Lettura in Italia (e non solo): il libro non può più essere il punto di riferimento ma una tappa all’interno di un percorso crossmediale e transmediale.

Pariamo da un dato: l’11% degli italiani legge esclusivamente dal suo smartphone, un dato che certifica il cambiamento epocale che è avvenuto negli ultimi anni nel mondo editoriale.

I numeri sono quelli dell’indagine “Al di là del confine. Come sono andati i principali mercati del libro e dell’e-book nel 2016”, realizzata da Nielsen e l’Ufficio studi dell’Associazione Italiana Editori (Aie), presentata la settimana scorsa a Tempo di Libri.

Il mercato del libro

Per quanto riguarda il mercato del libro i dati sono piuttosto sconfortanti: nel 2016 il mercato è cresciuto dello 0.3%, ma nel primo trimestre del 2017 si rileva già una flessione del 2.9%. Complessivamente un mercato economico marginale che supera di poco il miliardo di euro (in Francia ne vale 3, in Germania 6).

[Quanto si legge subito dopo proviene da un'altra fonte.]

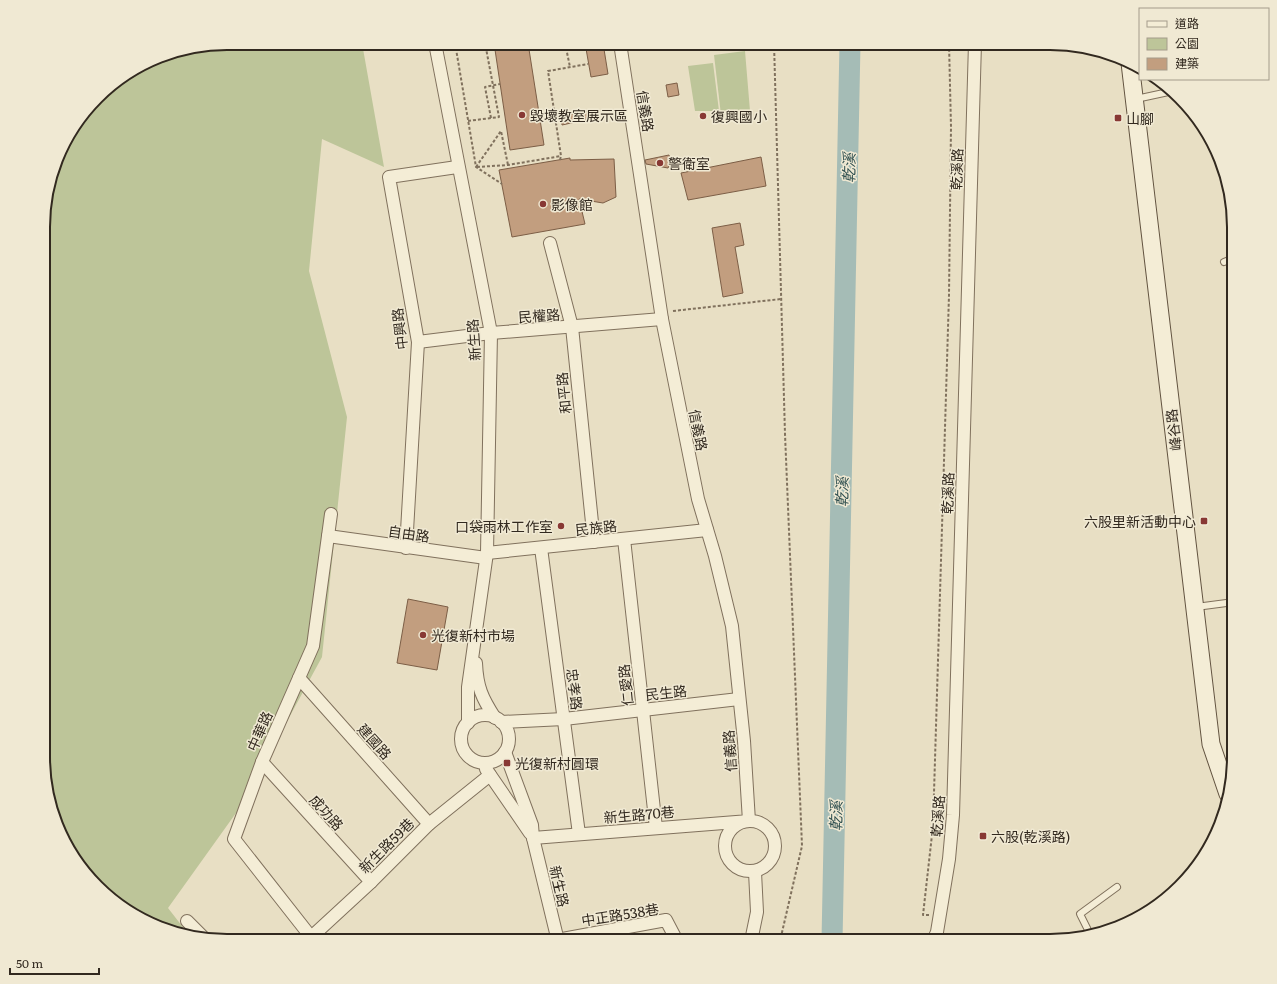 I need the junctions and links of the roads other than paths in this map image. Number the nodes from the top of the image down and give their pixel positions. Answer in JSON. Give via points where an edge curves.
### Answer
{"nodes":[{"id":1,"x":436,"y":50,"type":"edge"},
{"id":2,"x":621,"y":50,"type":"edge"},
{"id":3,"x":975,"y":50,"type":"edge"},
{"id":4,"x":1131,"y":69,"type":"edge"},
{"id":5,"x":1165,"y":93,"type":"edge"},
{"id":6,"x":1134,"y":99,"type":"junction"},
{"id":7,"x":458,"y":167,"type":"junction"},
{"id":8,"x":550,"y":243,"type":"dead end"},
{"id":9,"x":1227,"y":261,"type":"edge"},
{"id":10,"x":1224,"y":262,"type":"dead end"},
{"id":11,"x":661,"y":315,"type":"junction"},
{"id":12,"x":572,"y":327,"type":"junction"},
{"id":13,"x":491,"y":333,"type":"junction"},
{"id":14,"x":418,"y":342,"type":"junction"},
{"id":15,"x":332,"y":514,"type":"dead end"},
{"id":16,"x":708,"y":530,"type":"junction"},
{"id":17,"x":328,"y":536,"type":"junction"},
{"id":18,"x":624,"y":539,"type":"junction"},
{"id":19,"x":594,"y":542,"type":"junction"},
{"id":20,"x":406,"y":548,"type":"junction"},
{"id":21,"x":541,"y":548,"type":"junction"},
{"id":22,"x":486,"y":555,"type":"junction"},
{"id":23,"x":1227,"y":603,"type":"edge"},
{"id":24,"x":1194,"y":608,"type":"junction"},
{"id":25,"x":476,"y":638,"type":"junction"},
{"id":26,"x":298,"y":678,"type":"junction"},
{"id":27,"x":740,"y":699,"type":"junction"},
{"id":28,"x":643,"y":710,"type":"junction"},
{"id":29,"x":564,"y":719,"type":"junction"},
{"id":30,"x":498,"y":720,"type":"junction"},
{"id":31,"x":468,"y":723,"type":"junction"},
{"id":32,"x":505,"y":752,"type":"junction"},
{"id":33,"x":262,"y":762,"type":"junction"},
{"id":34,"x":483,"y":763,"type":"junction"},
{"id":35,"x":490,"y":775,"type":"junction"},
{"id":36,"x":1225,"y":784,"type":"edge"},
{"id":37,"x":749,"y":821,"type":"junction"},
{"id":38,"x":428,"y":824,"type":"junction"},
{"id":39,"x":656,"y":828,"type":"junction"},
{"id":40,"x":579,"y":834,"type":"junction"},
{"id":41,"x":533,"y":838,"type":"junction"},
{"id":42,"x":755,"y":872,"type":"junction"},
{"id":43,"x":370,"y":882,"type":"junction"},
{"id":44,"x":1117,"y":888,"type":"dead end"},
{"id":45,"x":187,"y":921,"type":"dead end"},
{"id":46,"x":1088,"y":930,"type":"edge"},
{"id":47,"x":197,"y":931,"type":"edge"},
{"id":48,"x":305,"y":934,"type":"edge"},
{"id":49,"x":314,"y":934,"type":"edge"},
{"id":50,"x":557,"y":934,"type":"edge"},
{"id":51,"x":590,"y":934,"type":"edge"},
{"id":52,"x":673,"y":934,"type":"edge"},
{"id":53,"x":752,"y":934,"type":"edge"},
{"id":54,"x":936,"y":934,"type":"edge"}],
"edges":[{"from":1,"to":7,"type":"street","name":"新生路"},
{"from":2,"to":11,"type":"street","name":"信義路"},
{"from":3,"to":54,"type":"street","name":"乾溪路","via":[[953,815],[949,859]]},
{"from":4,"to":6,"type":"street","name":"峰谷路"},
{"from":5,"to":6,"type":"lane"},
{"from":6,"to":24,"type":"street","name":"峰谷路"},
{"from":7,"to":13,"type":"street","name":"新生路"},
{"from":7,"to":14,"type":"street","name":"中興路","via":[[389,177]]},
{"from":8,"to":12,"type":"street","name":"和平路"},
{"from":9,"to":10,"type":"lane"},
{"from":11,"to":12,"type":"street","name":"民權路"},
{"from":11,"to":16,"type":"street","name":"信義路","via":[[698,499]]},
{"from":12,"to":13,"type":"street","name":"民權路"},
{"from":12,"to":19,"type":"street","name":"和平路"},
{"from":13,"to":14,"type":"street","name":"民權路"},
{"from":13,"to":22,"type":"street","name":"新生路"},
{"from":14,"to":20,"type":"street","name":"中興路"},
{"from":15,"to":17,"type":"street","name":"中華路"},
{"from":16,"to":18,"type":"street","name":"民族路"},
{"from":16,"to":27,"type":"street","name":"信義路","via":[[732,626]]},
{"from":17,"to":20,"type":"street","name":"自由路"},
{"from":17,"to":26,"type":"street","name":"中華路","via":[[313,646]]},
{"from":18,"to":19,"type":"street","name":"民族路"},
{"from":18,"to":28,"type":"street","name":"仁愛路"},
{"from":19,"to":21,"type":"street","name":"民族路"},
{"from":20,"to":22,"type":"street","name":"自由路"},
{"from":21,"to":22,"type":"street","name":"民族路"},
{"from":21,"to":29,"type":"street","name":"忠孝路"},
{"from":22,"to":25,"type":"street","name":"新生路"},
{"from":23,"to":24,"type":"lane"},
{"from":24,"to":36,"type":"street","name":"峰谷路","via":[[1211,744]]},
{"from":25,"to":30,"type":"street","name":"新生路","via":[[479,688],[483,700]]},
{"from":25,"to":31,"type":"street","name":"新生路","via":[[468,687]]},
{"from":26,"to":33,"type":"street","name":"中華路"},
{"from":26,"to":38,"type":"street","name":"建國路"},
{"from":27,"to":28,"type":"street","name":"民生路"},
{"from":27,"to":37,"type":"street","name":"信義路"},
{"from":28,"to":29,"type":"street","name":"民生路"},
{"from":28,"to":39,"type":"street","name":"仁愛路"},
{"from":29,"to":30,"type":"street","name":"民生路"},
{"from":29,"to":40,"type":"street","name":"忠孝路"},
{"from":30,"to":31,"type":"street","via":[[481,716]]},
{"from":30,"to":32,"type":"street","name":"新生路","via":[[508,734]]},
{"from":31,"to":34,"type":"street","name":"新生路","via":[[461,736],[462,744],[469,757]]},
{"from":32,"to":34,"type":"street","via":[[490,763]]},
{"from":32,"to":41,"type":"street","name":"新生路","via":[[532,825]]},
{"from":33,"to":43,"type":"street","name":"成功路"},
{"from":33,"to":48,"type":"street","name":"中華路","via":[[234,838]]},
{"from":34,"to":35,"type":"street","name":"新生路"},
{"from":35,"to":38,"type":"street","name":"新生路59巷"},
{"from":35,"to":41,"type":"street","name":"新生路","via":[[515,808]]},
{"from":37,"to":39,"type":"street","name":"新生路70巷"},
{"from":37,"to":42,"type":"street","via":[[765,826],[775,839],[776,848],[770,863]]},
{"from":37,"to":42,"type":"street","via":[[741,823],[729,833],[725,849],[732,864],[738,869]]},
{"from":38,"to":43,"type":"street","name":"新生路59巷"},
{"from":39,"to":40,"type":"street","name":"新生路70巷"},
{"from":40,"to":41,"type":"street","name":"新生路70巷"},
{"from":41,"to":50,"type":"street","name":"新生路"},
{"from":42,"to":53,"type":"street","via":[[756,912]]},
{"from":43,"to":49,"type":"street","name":"新生路59巷"},
{"from":44,"to":46,"type":"lane","via":[[1080,914]]},
{"from":45,"to":47,"type":"street"},
{"from":51,"to":52,"type":"street","name":"中正路538巷","via":[[666,920]]}]}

Tutti si disperano perché 33 milioni di italiani (il 57% della popolazione dai 6 anni in su) non hanno letto nemmeno un libro negli ultimi 12 mesi, con picchi drammatici al Sud (media del 69.2%, in Calabria il top con il 72%).

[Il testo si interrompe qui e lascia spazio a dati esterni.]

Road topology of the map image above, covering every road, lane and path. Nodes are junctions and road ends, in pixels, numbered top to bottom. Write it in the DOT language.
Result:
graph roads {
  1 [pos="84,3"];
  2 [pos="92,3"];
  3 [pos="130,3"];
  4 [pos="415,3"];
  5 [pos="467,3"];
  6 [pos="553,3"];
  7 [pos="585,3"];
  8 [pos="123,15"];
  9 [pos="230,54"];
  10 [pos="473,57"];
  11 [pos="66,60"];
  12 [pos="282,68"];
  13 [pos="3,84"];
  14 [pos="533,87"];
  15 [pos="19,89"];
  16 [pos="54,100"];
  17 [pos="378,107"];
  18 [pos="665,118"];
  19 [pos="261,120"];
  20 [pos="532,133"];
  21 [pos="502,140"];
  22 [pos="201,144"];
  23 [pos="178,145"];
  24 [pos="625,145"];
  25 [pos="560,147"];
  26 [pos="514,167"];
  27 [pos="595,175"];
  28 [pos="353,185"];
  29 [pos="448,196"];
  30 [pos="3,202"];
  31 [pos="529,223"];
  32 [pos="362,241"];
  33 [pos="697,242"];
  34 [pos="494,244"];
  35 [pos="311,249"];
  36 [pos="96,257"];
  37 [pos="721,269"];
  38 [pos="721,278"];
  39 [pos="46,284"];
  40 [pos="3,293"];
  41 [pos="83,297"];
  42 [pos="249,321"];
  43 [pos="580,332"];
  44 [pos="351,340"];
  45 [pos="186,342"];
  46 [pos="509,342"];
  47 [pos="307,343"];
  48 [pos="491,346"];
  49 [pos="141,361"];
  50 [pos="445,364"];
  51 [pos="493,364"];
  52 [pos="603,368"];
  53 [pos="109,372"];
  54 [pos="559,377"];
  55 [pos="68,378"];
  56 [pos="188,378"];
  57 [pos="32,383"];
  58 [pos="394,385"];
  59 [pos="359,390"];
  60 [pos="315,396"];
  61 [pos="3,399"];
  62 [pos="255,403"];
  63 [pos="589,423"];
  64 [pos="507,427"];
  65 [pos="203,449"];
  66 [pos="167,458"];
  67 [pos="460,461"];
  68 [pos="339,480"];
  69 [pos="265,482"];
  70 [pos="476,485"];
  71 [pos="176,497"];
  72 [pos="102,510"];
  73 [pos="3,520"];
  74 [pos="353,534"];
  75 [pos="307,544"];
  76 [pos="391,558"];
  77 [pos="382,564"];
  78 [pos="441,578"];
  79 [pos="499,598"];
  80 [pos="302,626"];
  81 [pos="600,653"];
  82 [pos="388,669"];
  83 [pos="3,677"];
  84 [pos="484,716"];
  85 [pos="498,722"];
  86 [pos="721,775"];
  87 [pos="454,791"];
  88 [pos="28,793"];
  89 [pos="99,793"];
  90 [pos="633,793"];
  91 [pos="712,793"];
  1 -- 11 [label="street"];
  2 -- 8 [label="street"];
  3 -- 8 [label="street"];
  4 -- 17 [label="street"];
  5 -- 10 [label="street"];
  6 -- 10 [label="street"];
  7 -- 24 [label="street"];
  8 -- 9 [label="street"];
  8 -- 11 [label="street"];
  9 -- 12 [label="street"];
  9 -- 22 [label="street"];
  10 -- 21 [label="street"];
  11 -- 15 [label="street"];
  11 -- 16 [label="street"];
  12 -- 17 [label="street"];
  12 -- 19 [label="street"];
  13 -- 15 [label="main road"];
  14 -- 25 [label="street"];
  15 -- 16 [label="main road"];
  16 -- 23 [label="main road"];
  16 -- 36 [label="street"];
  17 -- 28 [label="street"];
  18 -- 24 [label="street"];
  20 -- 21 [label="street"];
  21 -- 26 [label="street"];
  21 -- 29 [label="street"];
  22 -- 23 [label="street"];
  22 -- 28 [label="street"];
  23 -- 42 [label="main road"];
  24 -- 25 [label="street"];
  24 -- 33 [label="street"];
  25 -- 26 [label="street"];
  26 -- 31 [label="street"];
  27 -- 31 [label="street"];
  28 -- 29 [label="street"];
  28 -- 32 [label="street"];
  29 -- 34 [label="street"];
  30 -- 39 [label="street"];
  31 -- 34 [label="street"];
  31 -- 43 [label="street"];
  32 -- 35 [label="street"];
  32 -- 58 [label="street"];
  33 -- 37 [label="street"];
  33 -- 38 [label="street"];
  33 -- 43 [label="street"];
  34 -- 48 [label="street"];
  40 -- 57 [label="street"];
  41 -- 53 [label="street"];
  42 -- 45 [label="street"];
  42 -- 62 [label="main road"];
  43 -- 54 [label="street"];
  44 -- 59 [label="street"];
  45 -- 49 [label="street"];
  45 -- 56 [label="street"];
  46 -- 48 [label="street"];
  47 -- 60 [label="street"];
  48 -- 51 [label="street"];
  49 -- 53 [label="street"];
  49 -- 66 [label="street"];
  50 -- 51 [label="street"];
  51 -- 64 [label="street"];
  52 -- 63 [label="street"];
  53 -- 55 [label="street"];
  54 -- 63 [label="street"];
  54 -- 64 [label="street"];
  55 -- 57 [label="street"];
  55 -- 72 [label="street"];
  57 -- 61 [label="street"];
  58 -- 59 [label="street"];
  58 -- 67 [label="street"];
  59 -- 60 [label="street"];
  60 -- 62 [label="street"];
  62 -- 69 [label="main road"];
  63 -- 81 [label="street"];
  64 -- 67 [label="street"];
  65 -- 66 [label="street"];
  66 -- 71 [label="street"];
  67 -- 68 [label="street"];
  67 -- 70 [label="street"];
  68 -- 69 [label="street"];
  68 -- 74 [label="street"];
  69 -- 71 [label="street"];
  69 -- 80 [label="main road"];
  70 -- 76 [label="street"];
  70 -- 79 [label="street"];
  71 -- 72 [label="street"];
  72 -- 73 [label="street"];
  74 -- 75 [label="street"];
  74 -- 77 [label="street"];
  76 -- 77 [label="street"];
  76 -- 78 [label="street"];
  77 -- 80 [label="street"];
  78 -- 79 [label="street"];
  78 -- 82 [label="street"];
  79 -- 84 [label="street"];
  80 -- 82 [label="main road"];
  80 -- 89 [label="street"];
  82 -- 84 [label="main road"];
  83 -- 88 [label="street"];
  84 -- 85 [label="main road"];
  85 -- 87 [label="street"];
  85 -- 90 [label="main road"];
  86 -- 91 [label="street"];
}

Lo zoccolo duro dei lettori forti, ovvero chi ha letto almeno un libro al mese, rappresenta il 5.7% della popolazione. Come sempre i fumetti vengono ignorati in quanto non considerati degni di essere inseriti in un contesto culturale (chissà perché in Francia invece lo fanno…).

Certo che una domanda a questo punto sorge spontanea: ma se il mercato del libro va male da anni, com’è che a decidere sono sempre le stesse persone? Ma vi sembra una mossa intelligente confermare sempre lo stesso allenatore che vi fa retrocedere ogni anno anche se regolarmente avete comprato tutti i giocatori che vi ha chiesto?

Sarà, ma a me non sembra una mossa particolarmente smart, come direbbero quelli bravi. Ma evidentemente sono io che non ci capisco tanto…

Comunque se volete continuare a deprimervi trovate il report completo con tutti i dati sul sito dell’AIE.

Il mercato digitale

Il 32% degli italiani viene definito tecno-curioso: “persone attive e colte, con una dotazione tecnologica medio-alta e interessati alla lettura su più supporti (libri, ebook e audiolibri)”. C’è poi un 12% di trend-setter: giovani al di sotto dei 25 anni che leggono molto a prescindere dal formato (libri, ebook, audiolibri…).

Molto interessante quell’11% che viene definito Mobile Only, lettori per cui “lo smartphone diventa è il canale privilegiato di accesso ai contenuti (compresi video-giochi a contenuto narrativo), passando prevalentemente da social network e community. Sono anche lettori di libri, che leggono però in misura contenuta (lettori deboli)”.

Resta un 18% di “sconnessi”, ovvero persone oltre i 55 anni, professionalmente non più attive, spesso non connesse a internet e non lettori.

Il libro, un punto lungo un percorso narrativo

Si aprono dunque nuovi scenari per quanto riguarda il mondo editoriale, scenari che vanno al di là di concetti rassicuranti come “libro” e “ebook” (che di fatto è sempre stato percepito come un contenuto tradizionale fruito attraverso un supporto diverso).

Non è vero infatti che gli italiani non leggono, il dato significativo è che non leggono libri di carta (e qui torniamo al discorso fatto poco sopra, ovvero a chi decide quali libri di carta pubblicare e come promuoverli).

Se l’industria editoriale continuerà ad ignorare la realtà continuerà a farsi male, malissimo: oggi diventa indispensabile ragionare in termini di crossmedialità e transmedialità, bisogna rendersi conto che il libro è un punto all’interno di un percorso complesso in cui un contenuto narrativo nasce, cresce, si sviluppa e diventa altro da sé, magari prendendo strade ed identità nuove e inaspettate.

Per chi continua a ragionare in termini di valori assoluti, per chi continua a vedere nel libro un feticcio, un totem, un monolite che prescinde dal suo contenuto e dal modo in cui viene comunicato, la via è soltanto una: estinzione.